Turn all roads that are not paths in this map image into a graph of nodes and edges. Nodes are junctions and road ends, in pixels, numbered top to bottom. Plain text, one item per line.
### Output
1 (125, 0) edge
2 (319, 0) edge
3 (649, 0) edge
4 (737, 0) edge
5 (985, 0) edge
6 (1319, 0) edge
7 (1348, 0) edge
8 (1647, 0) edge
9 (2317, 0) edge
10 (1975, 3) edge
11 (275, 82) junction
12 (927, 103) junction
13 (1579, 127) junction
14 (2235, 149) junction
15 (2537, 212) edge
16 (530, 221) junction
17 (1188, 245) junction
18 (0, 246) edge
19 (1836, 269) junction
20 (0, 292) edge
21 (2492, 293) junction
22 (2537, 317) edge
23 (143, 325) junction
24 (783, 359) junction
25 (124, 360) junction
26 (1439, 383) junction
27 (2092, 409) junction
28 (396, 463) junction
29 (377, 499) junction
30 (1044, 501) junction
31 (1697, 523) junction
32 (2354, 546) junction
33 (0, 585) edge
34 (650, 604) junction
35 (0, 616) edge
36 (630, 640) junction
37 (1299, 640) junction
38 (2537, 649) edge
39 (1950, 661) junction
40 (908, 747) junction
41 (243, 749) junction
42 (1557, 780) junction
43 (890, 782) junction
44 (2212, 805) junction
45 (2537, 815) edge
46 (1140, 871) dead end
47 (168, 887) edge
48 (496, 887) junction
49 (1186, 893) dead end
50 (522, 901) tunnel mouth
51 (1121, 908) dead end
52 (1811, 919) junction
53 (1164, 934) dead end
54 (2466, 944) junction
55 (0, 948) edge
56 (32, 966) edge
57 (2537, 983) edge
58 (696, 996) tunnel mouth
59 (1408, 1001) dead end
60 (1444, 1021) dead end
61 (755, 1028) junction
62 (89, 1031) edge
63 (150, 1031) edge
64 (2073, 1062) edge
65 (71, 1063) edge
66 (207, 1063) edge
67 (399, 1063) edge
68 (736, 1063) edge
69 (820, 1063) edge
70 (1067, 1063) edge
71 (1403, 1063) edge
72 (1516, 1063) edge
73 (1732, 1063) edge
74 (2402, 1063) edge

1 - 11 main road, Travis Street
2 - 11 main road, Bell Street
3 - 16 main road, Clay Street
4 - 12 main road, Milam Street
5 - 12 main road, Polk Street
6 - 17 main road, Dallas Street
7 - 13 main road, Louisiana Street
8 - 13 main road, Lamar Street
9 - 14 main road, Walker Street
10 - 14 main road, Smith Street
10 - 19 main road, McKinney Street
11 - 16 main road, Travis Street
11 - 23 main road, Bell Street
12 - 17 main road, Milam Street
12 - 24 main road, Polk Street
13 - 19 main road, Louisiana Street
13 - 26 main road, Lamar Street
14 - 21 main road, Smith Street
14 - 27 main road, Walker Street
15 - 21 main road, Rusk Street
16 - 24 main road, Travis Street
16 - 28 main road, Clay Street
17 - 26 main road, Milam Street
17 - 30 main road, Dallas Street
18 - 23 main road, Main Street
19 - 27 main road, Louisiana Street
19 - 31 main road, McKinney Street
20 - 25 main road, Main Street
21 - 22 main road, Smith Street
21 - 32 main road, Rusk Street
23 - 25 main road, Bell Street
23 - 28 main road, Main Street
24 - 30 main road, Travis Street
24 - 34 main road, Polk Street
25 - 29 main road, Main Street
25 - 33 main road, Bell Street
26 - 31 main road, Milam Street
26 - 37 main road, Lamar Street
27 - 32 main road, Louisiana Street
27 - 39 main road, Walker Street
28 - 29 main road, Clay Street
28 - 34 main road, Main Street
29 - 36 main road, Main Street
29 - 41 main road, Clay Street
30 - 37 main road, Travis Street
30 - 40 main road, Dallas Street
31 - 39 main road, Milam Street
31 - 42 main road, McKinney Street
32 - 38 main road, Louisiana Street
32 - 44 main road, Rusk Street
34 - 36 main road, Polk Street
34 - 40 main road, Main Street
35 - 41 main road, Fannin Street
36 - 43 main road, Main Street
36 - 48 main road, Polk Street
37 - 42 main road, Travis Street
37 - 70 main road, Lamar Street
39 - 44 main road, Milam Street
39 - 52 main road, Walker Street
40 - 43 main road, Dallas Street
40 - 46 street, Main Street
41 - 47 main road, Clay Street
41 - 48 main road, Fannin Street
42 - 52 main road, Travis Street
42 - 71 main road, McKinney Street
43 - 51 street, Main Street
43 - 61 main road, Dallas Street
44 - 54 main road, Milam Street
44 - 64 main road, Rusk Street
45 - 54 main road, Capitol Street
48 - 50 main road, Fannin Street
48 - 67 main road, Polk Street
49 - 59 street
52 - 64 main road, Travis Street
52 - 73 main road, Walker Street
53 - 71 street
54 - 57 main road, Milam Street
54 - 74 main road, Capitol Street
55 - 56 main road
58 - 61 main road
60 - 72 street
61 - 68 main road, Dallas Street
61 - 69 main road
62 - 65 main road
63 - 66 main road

::::::::::

* _DIRECTIONS FOR THIS TASK_:
From the entries above, copy each line that holds "Bell".

* _FINAL ANSWER_:
2 - 11 main road, Bell Street
11 - 23 main road, Bell Street
23 - 25 main road, Bell Street
25 - 33 main road, Bell Street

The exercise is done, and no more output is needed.